NINER NOTES: Andrean was 9-4 last year and lost 10-7 at Jimtown in
the rgeional championship game. The Niners last regional championship came in
2004 when they won the 3A state title. The biggest single plays of the game came
early. Back to back.
Leading 14-0, Andrean's Demetri Blanco had a screen pass intercepted by St.

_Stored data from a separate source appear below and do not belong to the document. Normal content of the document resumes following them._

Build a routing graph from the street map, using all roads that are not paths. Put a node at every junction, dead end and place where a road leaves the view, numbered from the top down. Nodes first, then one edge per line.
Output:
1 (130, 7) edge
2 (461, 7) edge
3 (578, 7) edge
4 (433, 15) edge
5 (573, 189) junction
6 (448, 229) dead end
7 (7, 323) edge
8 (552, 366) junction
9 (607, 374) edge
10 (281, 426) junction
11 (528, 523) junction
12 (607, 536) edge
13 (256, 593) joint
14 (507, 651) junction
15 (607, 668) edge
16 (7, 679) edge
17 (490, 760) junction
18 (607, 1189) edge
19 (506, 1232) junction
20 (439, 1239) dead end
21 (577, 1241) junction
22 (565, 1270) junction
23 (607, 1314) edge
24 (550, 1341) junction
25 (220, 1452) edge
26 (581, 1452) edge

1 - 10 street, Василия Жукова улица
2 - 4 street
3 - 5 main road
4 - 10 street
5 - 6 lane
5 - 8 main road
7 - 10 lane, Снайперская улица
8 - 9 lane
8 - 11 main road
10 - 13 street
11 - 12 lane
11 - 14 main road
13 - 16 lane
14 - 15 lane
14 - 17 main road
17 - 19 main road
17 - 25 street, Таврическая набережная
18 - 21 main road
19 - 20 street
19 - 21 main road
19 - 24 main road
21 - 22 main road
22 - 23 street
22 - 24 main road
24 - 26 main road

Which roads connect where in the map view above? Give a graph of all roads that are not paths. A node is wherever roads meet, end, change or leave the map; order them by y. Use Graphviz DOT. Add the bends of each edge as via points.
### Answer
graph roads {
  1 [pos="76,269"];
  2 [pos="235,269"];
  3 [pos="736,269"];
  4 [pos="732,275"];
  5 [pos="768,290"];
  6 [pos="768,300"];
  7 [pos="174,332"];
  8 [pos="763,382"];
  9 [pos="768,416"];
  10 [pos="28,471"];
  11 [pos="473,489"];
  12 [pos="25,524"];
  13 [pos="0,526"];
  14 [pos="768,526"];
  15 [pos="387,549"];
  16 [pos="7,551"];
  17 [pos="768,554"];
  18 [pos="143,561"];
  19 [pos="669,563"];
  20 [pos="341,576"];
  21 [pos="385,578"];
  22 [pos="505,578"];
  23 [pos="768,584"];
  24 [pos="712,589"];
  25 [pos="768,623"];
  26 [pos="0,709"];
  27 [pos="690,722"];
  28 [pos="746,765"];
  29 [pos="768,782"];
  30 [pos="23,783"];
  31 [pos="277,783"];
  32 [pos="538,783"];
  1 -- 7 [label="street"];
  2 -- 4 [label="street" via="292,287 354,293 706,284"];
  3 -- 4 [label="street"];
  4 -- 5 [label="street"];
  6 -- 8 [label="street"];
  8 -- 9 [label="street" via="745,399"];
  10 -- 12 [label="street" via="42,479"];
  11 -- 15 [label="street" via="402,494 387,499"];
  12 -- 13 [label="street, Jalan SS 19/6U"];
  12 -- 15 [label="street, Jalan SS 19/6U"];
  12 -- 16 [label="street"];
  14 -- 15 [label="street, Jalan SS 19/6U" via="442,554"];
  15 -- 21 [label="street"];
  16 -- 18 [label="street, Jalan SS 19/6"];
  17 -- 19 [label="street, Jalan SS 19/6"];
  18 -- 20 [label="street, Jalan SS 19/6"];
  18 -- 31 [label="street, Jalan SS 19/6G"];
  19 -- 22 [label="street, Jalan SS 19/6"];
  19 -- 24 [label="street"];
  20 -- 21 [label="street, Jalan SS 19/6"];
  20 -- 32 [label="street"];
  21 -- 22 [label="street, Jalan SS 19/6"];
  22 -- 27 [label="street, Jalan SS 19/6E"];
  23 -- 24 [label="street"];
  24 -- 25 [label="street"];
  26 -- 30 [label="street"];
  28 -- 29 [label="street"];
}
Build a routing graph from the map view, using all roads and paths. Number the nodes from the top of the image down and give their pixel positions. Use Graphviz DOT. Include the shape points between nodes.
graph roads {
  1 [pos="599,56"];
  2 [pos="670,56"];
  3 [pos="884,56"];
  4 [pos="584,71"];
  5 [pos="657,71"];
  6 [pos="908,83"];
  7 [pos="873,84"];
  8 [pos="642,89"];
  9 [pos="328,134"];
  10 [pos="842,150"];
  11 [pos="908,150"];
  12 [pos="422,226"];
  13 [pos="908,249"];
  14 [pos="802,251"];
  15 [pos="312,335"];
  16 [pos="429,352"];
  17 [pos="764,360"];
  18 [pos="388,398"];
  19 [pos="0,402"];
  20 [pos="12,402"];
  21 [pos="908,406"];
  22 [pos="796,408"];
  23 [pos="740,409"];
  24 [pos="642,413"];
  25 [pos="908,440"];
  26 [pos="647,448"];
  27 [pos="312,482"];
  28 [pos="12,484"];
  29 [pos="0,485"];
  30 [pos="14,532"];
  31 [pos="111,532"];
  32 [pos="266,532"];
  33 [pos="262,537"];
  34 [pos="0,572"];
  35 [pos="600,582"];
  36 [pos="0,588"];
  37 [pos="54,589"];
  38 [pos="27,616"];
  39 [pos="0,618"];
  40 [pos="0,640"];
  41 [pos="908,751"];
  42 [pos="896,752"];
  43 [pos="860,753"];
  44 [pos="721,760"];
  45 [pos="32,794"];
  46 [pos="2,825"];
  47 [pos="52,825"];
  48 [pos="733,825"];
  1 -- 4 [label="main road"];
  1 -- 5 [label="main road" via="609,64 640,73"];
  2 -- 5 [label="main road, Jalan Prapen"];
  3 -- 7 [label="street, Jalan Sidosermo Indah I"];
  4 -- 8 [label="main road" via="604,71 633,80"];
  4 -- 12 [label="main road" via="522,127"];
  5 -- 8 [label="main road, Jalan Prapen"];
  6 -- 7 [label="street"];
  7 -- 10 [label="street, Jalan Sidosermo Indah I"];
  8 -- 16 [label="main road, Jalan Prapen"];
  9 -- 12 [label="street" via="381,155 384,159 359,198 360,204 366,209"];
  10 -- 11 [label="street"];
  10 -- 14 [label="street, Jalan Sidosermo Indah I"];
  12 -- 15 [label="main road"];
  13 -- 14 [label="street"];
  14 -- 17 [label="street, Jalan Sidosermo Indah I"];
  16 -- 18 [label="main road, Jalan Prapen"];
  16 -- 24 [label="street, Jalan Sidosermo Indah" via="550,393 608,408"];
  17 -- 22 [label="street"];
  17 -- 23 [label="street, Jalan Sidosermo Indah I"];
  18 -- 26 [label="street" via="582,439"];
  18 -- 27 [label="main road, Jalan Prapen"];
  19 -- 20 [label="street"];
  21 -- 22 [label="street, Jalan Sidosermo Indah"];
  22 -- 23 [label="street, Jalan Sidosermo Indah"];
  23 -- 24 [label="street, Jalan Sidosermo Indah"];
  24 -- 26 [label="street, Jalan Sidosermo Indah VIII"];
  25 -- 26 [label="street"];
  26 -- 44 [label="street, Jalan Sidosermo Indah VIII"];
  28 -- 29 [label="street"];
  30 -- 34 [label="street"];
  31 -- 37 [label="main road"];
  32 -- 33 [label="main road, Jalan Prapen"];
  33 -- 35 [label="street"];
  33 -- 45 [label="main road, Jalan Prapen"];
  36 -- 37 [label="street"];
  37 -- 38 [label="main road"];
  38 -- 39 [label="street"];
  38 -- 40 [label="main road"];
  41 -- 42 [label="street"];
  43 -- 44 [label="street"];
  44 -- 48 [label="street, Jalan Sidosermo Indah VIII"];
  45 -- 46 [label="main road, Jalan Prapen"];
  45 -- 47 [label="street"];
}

Joe's Maria Aversa and ran back to the Andrean 19-yard line. On the next play,
St. Joseph's QB Max Matthews fired a 19-yard touchdown pass to senior receiver
Antonio Winn slanting toward the goal posts. Those back-to back plays changed
the game dramatically as the TD influenced Andrean to change their defensive
strategy.
.
"They just read it," Andrean coach Phil Mason said of the screen pass. "They sat
on it. Obviously we'd like to see Demetri run that ball, but he was trying to
make a play. That was a big momentum swing there. But we did get the
interception at the other end and Demetri ran for that touchdown right before
the half."
This may be the final meeting between St. Joseph's and Andrean for awhile. Andrean's enrollment has dropped to the point where they may be a 2A school when schools are reclassified after this season.
"I would be surprised if we weren't," Mason said. "Our sophomore class is a very female heavy class and girls don't count. A lot of people don't understand that. Your enrollment (for football) is based on boys."